The device comprises a 1-crawler chassis, a 2-cab, a 3-feeding cylinder, a 4-first auger conveyor, a 5-conveying box, a 501-overlapping part, a 6-conveying belt, a 7-driving motor, an 8-feeding cylinder moving sleeve, a 9-sliding bar, a 10-hydraulic cylinder, an 11-connecting plate, a 12-blanking box, a 13-connecting cylinder, a 14-movable cylinder, a 15-feeding channel, a 16-second auger conveyor, a 17-discharging hopper, a 18-conveying conveyor, a 181-fixed conveyor, a 182-rotating conveyor, a 183-receiving hopper, a 184-rotating shaft, a 19-dust suction pipe, a 20-filtering box, a 21-negative-pressure induced draft fan, a 22-filter cloth, a 23-filter screen, a 24-grain receiving tank, a 25-dust receiving tank and a 26-infrared sensor.

Detailed Description

In order that those skilled in the art will better understand the present utility model, a technical solution in the embodiments of the present utility model will be clearly and completely described below with reference to the accompanying drawings in which it is apparent that the described embodiments are only some embodiments of the present utility model, not all embodiments. All other embodiments, which can be made by those skilled in the art based on the embodiments of the present utility model without making any inventive effort, shall fall within the scope of the present utility model.

It should be noted that the terms "first," "second," and the like in the description and the claims of the present utility model and the above figures are used for distinguishing between similar objects and not necessarily for describing a particular sequential or chronological order. It is to be understood that the data so used may be interchanged where appropriate in order to describe the embodiments of the utility model herein. Furthermore, the terms "comprises," "comprising," and "having," and any variations thereof, are intended to cover a non-exclusive inclusion, such that a process, method, system, article, or apparatus that comprises a list of steps or elements is not necessarily limited to those steps or elements expressly listed but may include other steps or elements not expressly listed or inherent to such process, method, article, or apparatus.

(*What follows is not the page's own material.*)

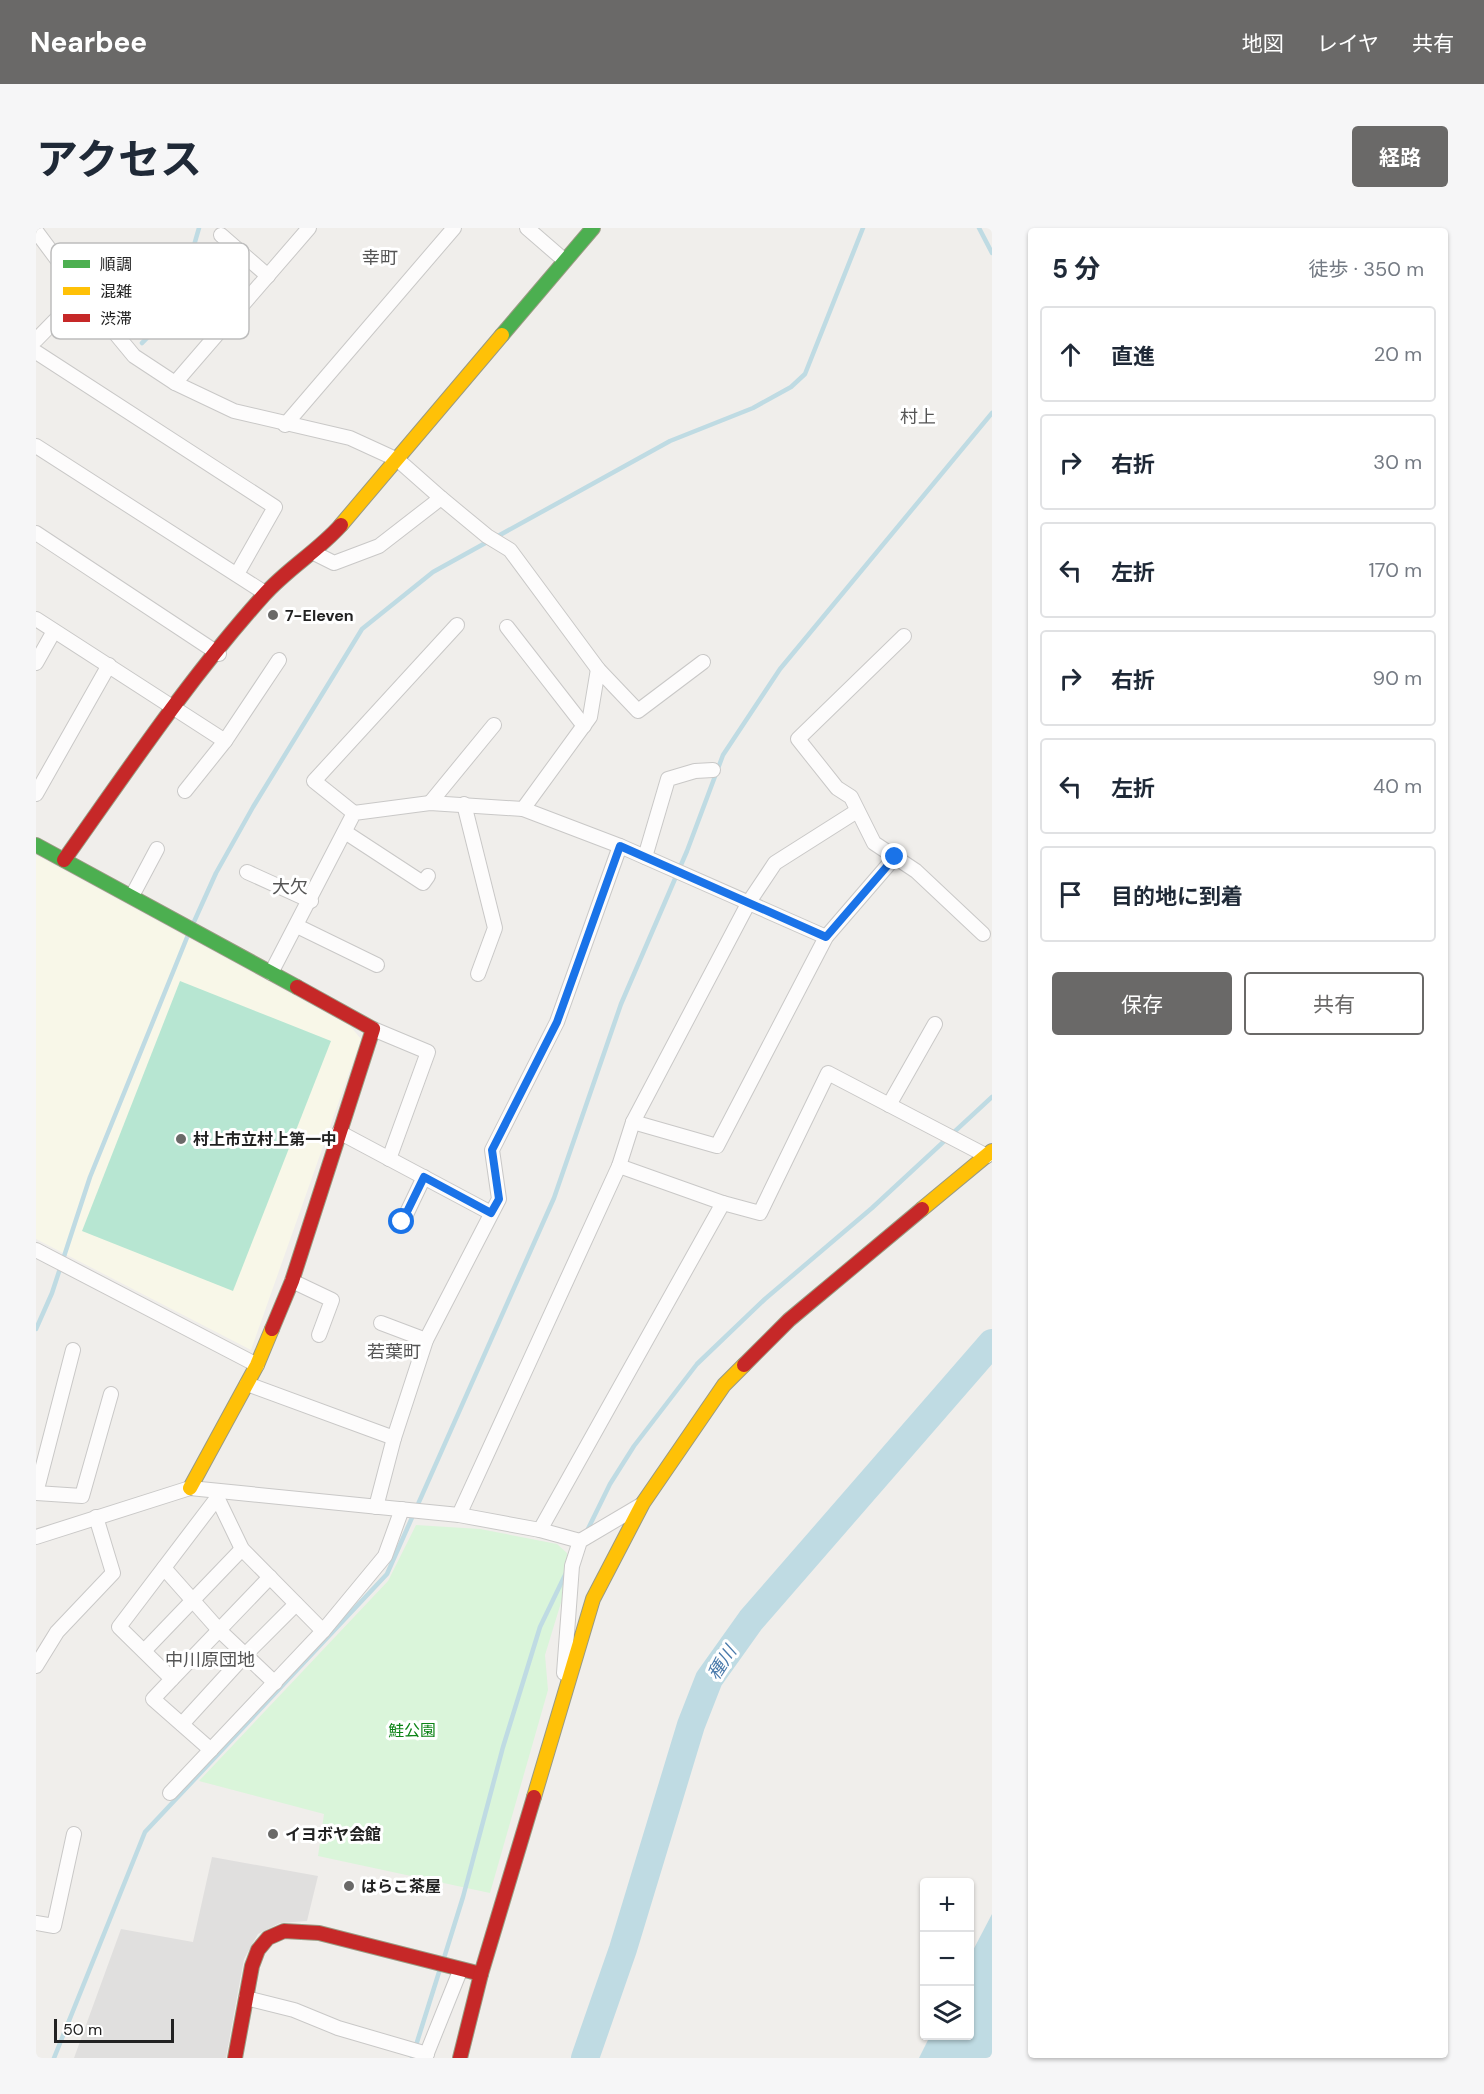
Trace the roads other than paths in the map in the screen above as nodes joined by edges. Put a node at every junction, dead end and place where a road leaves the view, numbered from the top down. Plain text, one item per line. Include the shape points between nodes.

In the present utility model, the terms "upper", "lower", "left", "right", "front", "rear", "top", "bottom", "inner", "outer", "middle", "vertical", "horizontal", "lateral", "longitudinal" and the like indicate an azimuth or a positional relationship based on that shown in the drawings. These terms are only used to better describe the present utility model and its embodiments and are not intended to limit the scope of the indicated devices, elements or components to the particular orientations or to configure and operate in the particular orientations.

Also, some of the terms described above may be used to indicate other meanings in addition to orientation or positional relationships, for example, the term "upper" may also be used to indicate some sort of attachment or connection in some cases. The specific meaning of these terms in the present utility model will be understood by those of ordinary skill in the art according to the specific circumstances.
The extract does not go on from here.